O curso pretendia dois objetivos fundamentais: chegar a um produto filosófico sobre o problema da ideologia e seu vínculo com a inteligência, e iniciarmos ou avançar no processo do filosofar pessoal. O padre Ellacuría disse que se conseguíssemos esses dois objetivos, não só teríamos um curso de muito proveito para as pessoas que participavam dele, mas também se alcançaria uma certa resposta a um problema fundamental teórico-político que incide nas condutas sociais, tanto nos momentos de crise como nos momentos de aparente estabilidade.
Terminou sua primeira aula desse ciclo fazendo-nos uma sugestão: fazer um diário no qual formaríamos nossas próprias reflexões em torno do tema da ideologia. Uma espécie de "diário filosófico". No final do curso, deveríamos mostrar em um trabalho sistemático o conhecimento produzido. Por sua parte, ele se comprometia a uma tarefa semelhante. E, com efeito, hoje conhecemos esse escrito: "Ideologia e inteligência".

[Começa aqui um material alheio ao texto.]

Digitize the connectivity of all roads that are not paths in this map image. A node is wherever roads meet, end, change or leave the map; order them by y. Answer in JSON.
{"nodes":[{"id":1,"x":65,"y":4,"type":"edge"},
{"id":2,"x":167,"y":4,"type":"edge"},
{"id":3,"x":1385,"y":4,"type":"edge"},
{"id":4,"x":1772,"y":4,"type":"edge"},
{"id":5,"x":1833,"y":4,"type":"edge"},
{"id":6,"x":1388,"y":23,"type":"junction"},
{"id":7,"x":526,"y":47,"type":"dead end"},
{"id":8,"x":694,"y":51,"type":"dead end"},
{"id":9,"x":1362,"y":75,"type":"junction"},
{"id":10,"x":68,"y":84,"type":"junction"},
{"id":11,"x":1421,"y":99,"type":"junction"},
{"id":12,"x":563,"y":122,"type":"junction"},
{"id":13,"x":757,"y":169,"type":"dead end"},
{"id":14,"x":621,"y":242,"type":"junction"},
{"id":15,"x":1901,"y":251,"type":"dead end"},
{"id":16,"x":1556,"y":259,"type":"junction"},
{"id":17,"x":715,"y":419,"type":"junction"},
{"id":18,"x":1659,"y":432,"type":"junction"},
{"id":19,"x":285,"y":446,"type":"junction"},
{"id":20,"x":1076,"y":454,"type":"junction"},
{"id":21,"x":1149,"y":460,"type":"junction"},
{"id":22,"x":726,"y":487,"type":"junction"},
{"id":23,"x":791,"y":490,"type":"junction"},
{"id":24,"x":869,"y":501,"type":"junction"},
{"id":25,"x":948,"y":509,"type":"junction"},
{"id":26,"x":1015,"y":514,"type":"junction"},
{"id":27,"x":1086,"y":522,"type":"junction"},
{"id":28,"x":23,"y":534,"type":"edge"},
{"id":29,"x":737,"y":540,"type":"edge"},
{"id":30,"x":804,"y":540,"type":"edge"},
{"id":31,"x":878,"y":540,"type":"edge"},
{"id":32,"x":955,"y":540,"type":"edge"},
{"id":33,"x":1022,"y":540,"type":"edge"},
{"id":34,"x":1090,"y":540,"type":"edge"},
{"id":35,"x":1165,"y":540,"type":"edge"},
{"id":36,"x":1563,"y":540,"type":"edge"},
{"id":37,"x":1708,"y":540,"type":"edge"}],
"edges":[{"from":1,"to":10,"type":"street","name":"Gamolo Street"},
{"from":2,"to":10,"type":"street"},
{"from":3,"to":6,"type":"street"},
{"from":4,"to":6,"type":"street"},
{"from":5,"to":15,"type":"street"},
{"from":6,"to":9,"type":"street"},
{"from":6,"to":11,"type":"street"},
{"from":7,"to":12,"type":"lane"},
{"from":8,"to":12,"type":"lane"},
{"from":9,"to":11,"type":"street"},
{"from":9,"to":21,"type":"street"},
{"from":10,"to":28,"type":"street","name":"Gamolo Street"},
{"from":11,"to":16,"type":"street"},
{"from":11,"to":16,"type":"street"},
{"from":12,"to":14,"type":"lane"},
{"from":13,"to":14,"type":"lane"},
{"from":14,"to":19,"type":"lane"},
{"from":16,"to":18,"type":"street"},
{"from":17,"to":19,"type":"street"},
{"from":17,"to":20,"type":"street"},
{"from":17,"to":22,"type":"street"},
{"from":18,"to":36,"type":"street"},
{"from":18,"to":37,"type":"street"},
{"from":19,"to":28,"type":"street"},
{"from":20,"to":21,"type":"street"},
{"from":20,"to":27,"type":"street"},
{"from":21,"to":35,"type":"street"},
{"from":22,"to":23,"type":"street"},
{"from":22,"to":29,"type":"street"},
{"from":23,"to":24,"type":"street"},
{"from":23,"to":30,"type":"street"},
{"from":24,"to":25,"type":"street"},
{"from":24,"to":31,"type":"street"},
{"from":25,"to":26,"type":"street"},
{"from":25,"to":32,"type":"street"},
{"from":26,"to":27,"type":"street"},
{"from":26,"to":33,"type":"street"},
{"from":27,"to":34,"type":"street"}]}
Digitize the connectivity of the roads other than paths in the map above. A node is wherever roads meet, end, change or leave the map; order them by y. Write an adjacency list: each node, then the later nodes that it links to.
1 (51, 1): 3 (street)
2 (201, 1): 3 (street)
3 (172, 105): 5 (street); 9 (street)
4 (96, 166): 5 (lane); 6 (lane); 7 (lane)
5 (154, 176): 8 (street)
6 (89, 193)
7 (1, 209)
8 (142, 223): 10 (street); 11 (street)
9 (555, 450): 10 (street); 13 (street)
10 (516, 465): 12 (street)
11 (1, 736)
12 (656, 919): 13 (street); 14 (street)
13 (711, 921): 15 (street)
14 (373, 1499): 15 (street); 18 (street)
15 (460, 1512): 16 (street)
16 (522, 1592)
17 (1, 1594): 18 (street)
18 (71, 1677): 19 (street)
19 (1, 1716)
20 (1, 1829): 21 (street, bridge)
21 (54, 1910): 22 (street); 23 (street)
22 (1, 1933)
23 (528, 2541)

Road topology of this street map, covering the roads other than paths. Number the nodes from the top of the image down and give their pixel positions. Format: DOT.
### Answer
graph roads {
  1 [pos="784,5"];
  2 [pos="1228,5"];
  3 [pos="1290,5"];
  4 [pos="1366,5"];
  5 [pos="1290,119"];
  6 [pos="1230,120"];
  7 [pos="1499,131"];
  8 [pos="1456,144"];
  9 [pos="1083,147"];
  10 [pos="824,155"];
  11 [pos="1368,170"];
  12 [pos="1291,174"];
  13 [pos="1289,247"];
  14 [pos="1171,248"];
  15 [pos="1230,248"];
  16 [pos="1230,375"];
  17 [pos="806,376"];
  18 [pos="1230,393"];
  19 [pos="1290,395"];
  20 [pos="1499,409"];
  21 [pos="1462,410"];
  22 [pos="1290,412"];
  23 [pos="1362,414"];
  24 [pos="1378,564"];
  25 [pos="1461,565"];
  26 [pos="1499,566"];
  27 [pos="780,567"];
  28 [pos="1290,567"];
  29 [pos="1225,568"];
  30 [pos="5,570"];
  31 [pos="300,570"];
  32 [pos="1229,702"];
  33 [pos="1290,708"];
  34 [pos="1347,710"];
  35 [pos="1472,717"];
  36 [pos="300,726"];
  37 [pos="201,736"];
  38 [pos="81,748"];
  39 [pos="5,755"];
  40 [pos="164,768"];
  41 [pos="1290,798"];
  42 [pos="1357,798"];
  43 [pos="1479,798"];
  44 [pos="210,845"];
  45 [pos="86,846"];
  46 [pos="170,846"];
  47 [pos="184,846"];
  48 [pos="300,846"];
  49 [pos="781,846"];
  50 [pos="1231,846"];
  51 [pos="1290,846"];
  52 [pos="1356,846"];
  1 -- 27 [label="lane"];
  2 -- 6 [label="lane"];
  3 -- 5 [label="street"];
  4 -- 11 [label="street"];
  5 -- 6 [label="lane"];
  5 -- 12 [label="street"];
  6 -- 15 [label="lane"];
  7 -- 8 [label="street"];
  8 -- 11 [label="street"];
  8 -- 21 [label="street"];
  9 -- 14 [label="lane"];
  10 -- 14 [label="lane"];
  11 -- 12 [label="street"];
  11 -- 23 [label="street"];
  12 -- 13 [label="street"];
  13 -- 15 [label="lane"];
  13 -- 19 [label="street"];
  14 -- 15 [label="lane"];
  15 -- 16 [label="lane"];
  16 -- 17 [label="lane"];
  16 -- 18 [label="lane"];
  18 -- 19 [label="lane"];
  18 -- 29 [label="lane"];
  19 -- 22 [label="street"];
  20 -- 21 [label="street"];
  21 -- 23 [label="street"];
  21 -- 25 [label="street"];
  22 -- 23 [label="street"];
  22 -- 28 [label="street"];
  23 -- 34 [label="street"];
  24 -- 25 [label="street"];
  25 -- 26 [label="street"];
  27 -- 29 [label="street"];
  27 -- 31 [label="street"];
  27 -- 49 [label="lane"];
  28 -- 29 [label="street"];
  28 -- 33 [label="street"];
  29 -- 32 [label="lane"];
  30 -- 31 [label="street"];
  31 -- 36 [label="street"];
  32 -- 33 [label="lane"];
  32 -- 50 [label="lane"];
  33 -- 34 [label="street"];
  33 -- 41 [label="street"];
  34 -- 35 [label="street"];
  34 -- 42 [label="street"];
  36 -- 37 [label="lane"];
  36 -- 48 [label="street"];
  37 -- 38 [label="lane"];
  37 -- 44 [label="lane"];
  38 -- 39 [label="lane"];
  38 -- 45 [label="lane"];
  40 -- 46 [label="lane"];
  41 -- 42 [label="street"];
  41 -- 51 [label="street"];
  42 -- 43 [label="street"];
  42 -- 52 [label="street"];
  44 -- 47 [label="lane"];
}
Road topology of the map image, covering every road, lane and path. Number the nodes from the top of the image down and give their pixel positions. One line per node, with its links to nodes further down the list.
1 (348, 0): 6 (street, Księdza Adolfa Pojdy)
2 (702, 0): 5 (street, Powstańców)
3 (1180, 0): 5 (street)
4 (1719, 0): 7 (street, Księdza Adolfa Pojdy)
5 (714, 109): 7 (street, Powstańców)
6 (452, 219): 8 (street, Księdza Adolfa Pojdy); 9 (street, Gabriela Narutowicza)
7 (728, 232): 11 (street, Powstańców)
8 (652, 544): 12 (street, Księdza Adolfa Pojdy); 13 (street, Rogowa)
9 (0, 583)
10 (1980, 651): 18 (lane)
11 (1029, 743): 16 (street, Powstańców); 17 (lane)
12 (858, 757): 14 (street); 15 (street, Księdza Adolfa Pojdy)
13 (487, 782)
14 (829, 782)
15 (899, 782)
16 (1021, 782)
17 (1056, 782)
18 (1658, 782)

A partir de um assunto que continua sendo espinhoso (a ideologia), o padre Ellacuría ensinou aos alunos e alunas desse curso a aprender a pensar e a aprender como saber. Dois aspectos que são condição de possibilidade para uma inteligência que pretende ser crítica, criativa e livremente parcial com a causa dos pobres.
E se alguém se pergunta como eu fui no trabalho que me coube apresentar, só direi que o padre me fez observações interessantes que mais tarde me levaram a fazer minha monografia de graduação sobre o tema "Historização do conceito de democracia nos partidos políticos do El Salvador" (1985).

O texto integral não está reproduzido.